In the midst of an unseasonal California heat wave last late spring, Nathaniel DeNicola, an obstetrician-gynecologist at Hoag Hospital in Newport Beach, had an unusual case on his hands: A patient who had been carrying a perfectly healthy pregnancy for 32 weeks was going into early labor. It didn’t make sense; nevertheless, the baby was coming. The patient’s waters had broken, the baby’s heartbeat was dropping fast, and the child was in the breech position. The mother had an emergency C-section. After spending a couple of weeks in the neonatal intensive care unit, the baby was allowed to go home.

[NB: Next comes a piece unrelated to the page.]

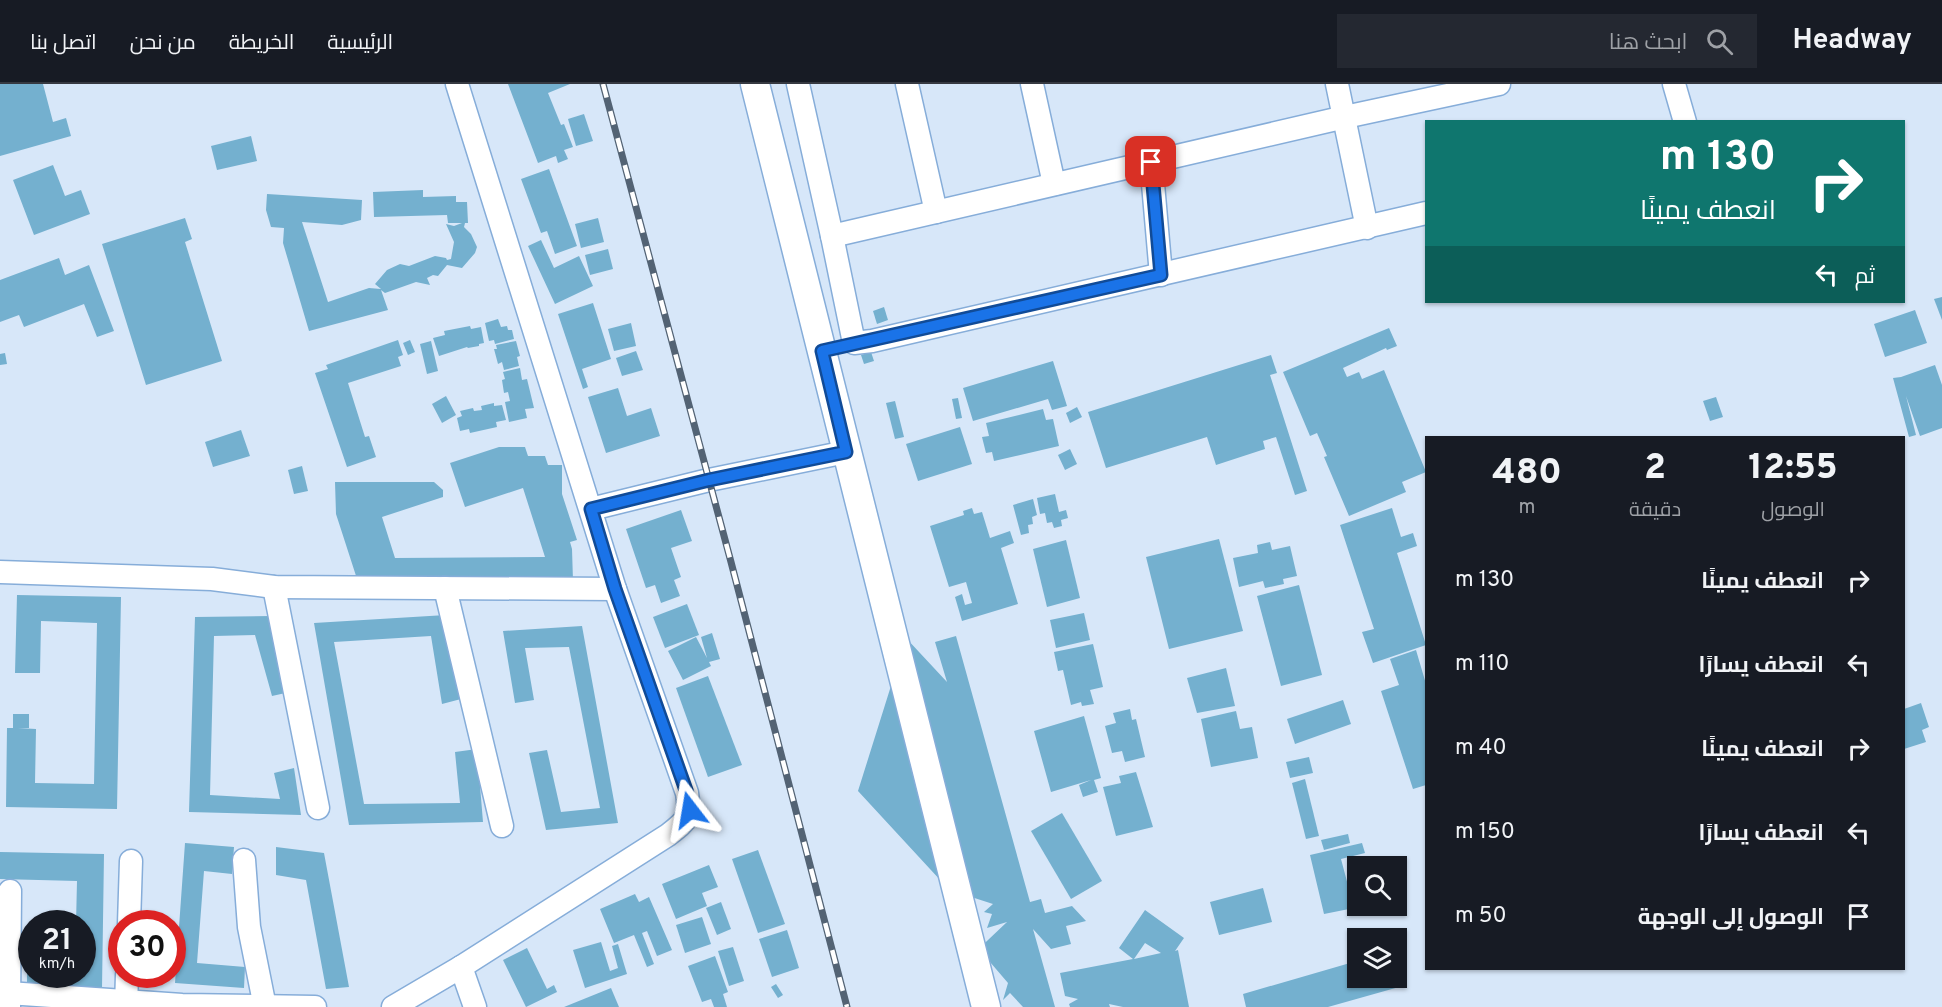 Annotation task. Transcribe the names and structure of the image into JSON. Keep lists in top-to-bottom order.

After the scramble to deliver the baby, DeNicola searched for reasons that might explain the premature arrival. Sometimes there are obvious causes for the early rupturing of membranes, like a chlamydia infection or a condition called cervical insufficiency, in which the cervix starts to dilate on its own. But those explanations didn’t fit DeNicola’s patient. Struggling, he settled on a different explanation: the searing heat. “I can’t prove that that was because of extreme heat; it’s very tough to assign that,” he says. But from his research, he knew that heat can trigger preterm births. And in his 12 years as a clinician, he has often seen more obstetric emergency visits during heatwaves.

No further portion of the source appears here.